Ki Tae-hoon, director of rating policy at NICE Investors Service, also pointed out that the growth momentum of the Korean economy next year may slow down slightly due to the overall decline in corporate credit ratings.
“The number of domestic companies with improved ratings has decreased by 45% as of November this year compared to a year ago, and downgrade pressure is increasing.In particular, the financial sector has seen a negative trend in ratings.”, Non-financial compared to the industry,” Ki said.
By sector, market conditions for memory chips, automobiles, secondary batteries, and shipbuilding are expected to improve next year, while petrochemicals, steel, construction, displays, shipping, and other sectors are facing a deteriorating business environment.
Meanwhile, Louis Cuis, Asia Pacific chief economist at S&P Global Ratings, expects interest rates to start falling in the second half of next year, and that any movement will be limited.
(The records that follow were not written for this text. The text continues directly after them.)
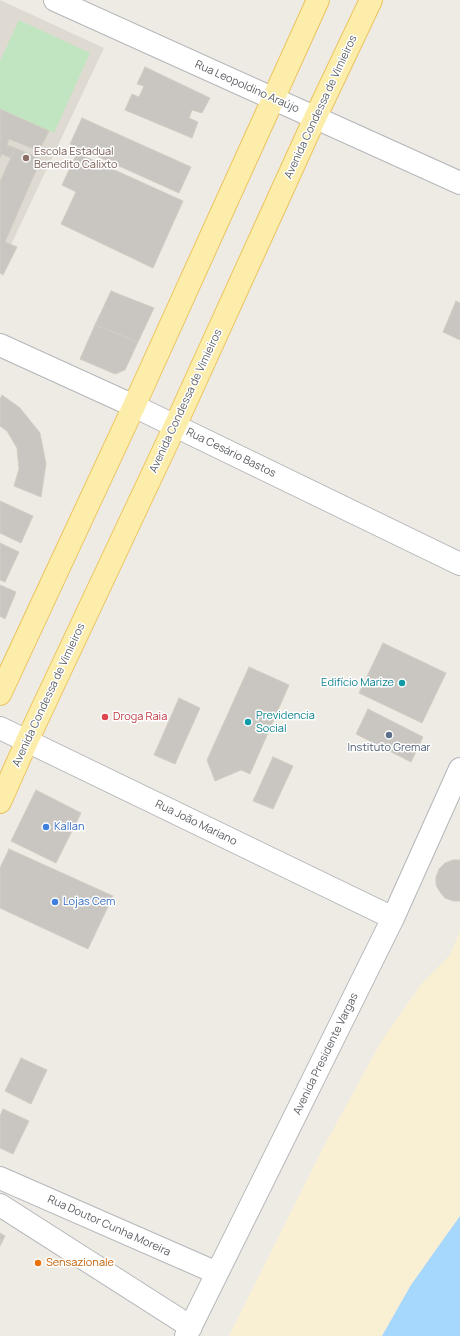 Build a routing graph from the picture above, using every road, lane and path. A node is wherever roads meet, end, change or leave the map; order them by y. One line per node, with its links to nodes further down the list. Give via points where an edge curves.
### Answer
1 (55, 0): 4 (street, Rua Leopoldino Araújo)
2 (318, 0): 4 (main road)
3 (371, 0): 5 (main road, Avenida Condessa de Vimieiros)
4 (272, 99): 5 (street, Rua Leopoldino Araújo); 8 (main road)
5 (315, 118): 6 (street, Rua Leopoldino Araújo); 9 (main road, Avenida Condessa de Vimieiros)
6 (460, 183)
7 (0, 345): 8 (street, Rua Cesário Bastos)
8 (134, 406): 9 (street, Rua Cesário Bastos); 11 (main road)
9 (176, 426): 10 (street, Rua Cesário Bastos); 13 (main road, Avenida Condessa de Vimieiros)
10 (460, 564)
11 (0, 694)
12 (0, 728): 13 (street, Rua João Mariano)
13 (27, 741): 15 (main road, Avenida Condessa de Vimieiros); 16 (street, Rua João Mariano)
14 (460, 769): 16 (street, Avenida Presidente Vargas)
15 (0, 802)
16 (393, 918): 19 (street, Avenida Presidente Vargas)
17 (0, 1178): 19 (street, Rua Doutor Cunha Moreira)
18 (0, 1206): 20 (street)
19 (217, 1273): 20 (street, Avenida Presidente Vargas)
20 (188, 1332) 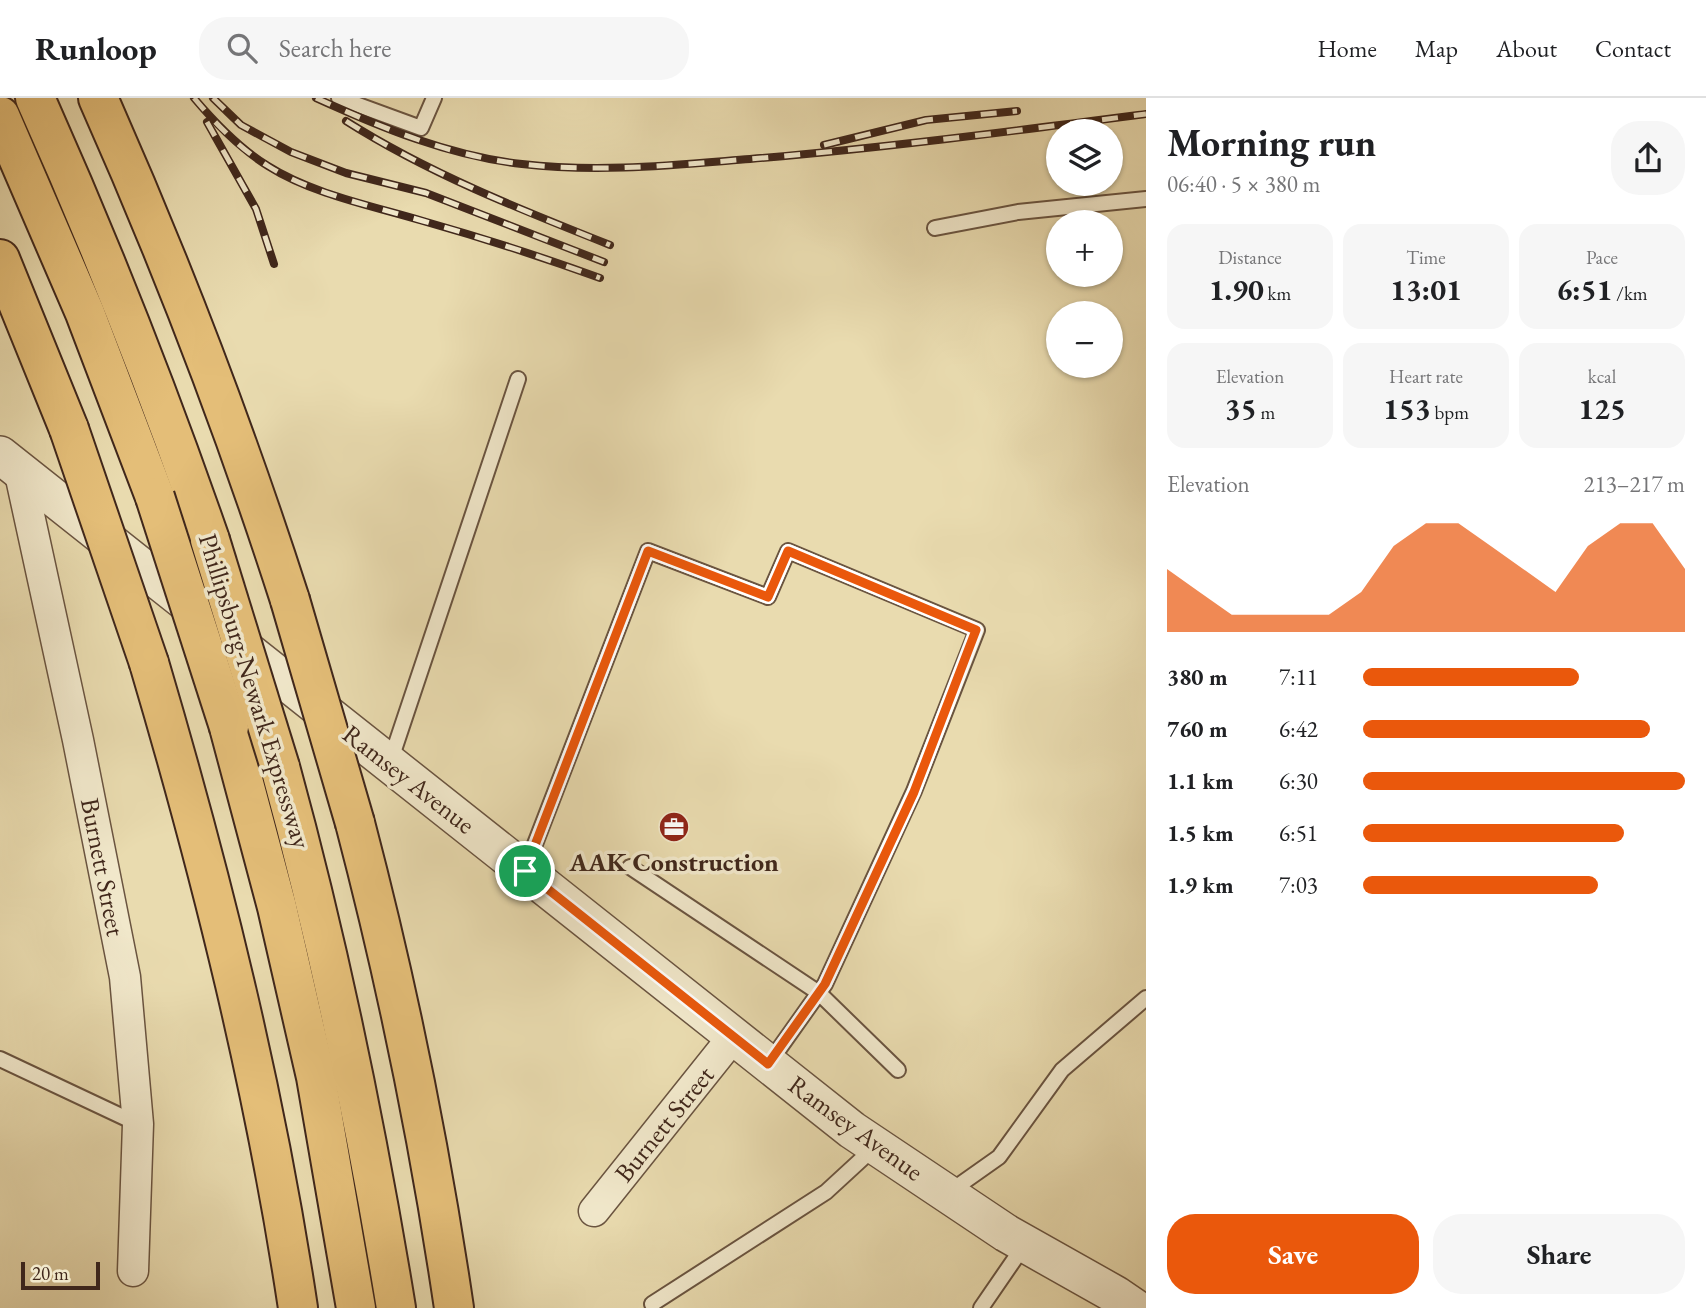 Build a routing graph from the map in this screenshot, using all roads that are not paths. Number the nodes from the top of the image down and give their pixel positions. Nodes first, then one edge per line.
1 (35, 98) edge
2 (98, 98) edge
3 (339, 98) edge
4 (434, 98) edge
5 (0, 116) edge
6 (1146, 199) edge
7 (935, 228) dead end
8 (0, 259) edge
9 (517, 379) dead end
10 (10, 462) edge
11 (390, 764) junction
12 (631, 867) dead end
13 (525, 871) junction
14 (819, 993) junction
15 (1146, 998) edge
16 (733, 1037) junction
17 (0, 1059) edge
18 (768, 1064) junction
19 (898, 1070) dead end
20 (138, 1124) junction
21 (876, 1146) junction
22 (947, 1194) junction
23 (594, 1211) dead end
24 (1026, 1244) junction
25 (133, 1271) dead end
26 (1146, 1294) edge
27 (652, 1304) dead end
28 (298, 1308) edge
29 (356, 1308) edge
30 (396, 1308) edge
31 (454, 1308) edge
32 (981, 1308) edge
33 (1138, 1308) edge

1 - 30 highway, Phillipsburg-Newark Expressway, bridge
2 - 31 highway, bridge
3 - 4 lane
5 - 29 highway, Phillipsburg-Newark Expressway, bridge
6 - 7 lane
8 - 28 highway, bridge
9 - 11 lane
10 - 11 street, Ramsey Avenue
10 - 20 street, Burnett Street
11 - 13 street, Ramsey Avenue
12 - 14 lane
13 - 14 lane
13 - 16 street, Ramsey Avenue
14 - 18 lane
14 - 19 lane
15 - 22 lane
16 - 18 street, Ramsey Avenue
16 - 23 street, Burnett Street
17 - 20 lane
18 - 21 street, Ramsey Avenue
20 - 25 street, Burnett Street
21 - 22 street, Ramsey Avenue
21 - 27 lane
22 - 24 street, Ramsey Avenue
24 - 32 lane
24 - 33 street, Ramsey Avenue
26 - 33 lane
Regarding the South Korean economy, Mr. Quijis told The Korea Times that in the short term, South Korea’s economic outlook remains one of the strongest in the Asia-Pacific region, but in the long term, as the global economy moves towards further growth, the economic outlook will continue to decline. said it could face additional hurdles. Fragmented blocks.
S&P predicts that South Korea’s GDP will grow by 2.2% in 2024, and the Consumer Price Index (CPI) will rise by 2.6%. South Korea’s sovereign credit rating is AA with a stable outlook.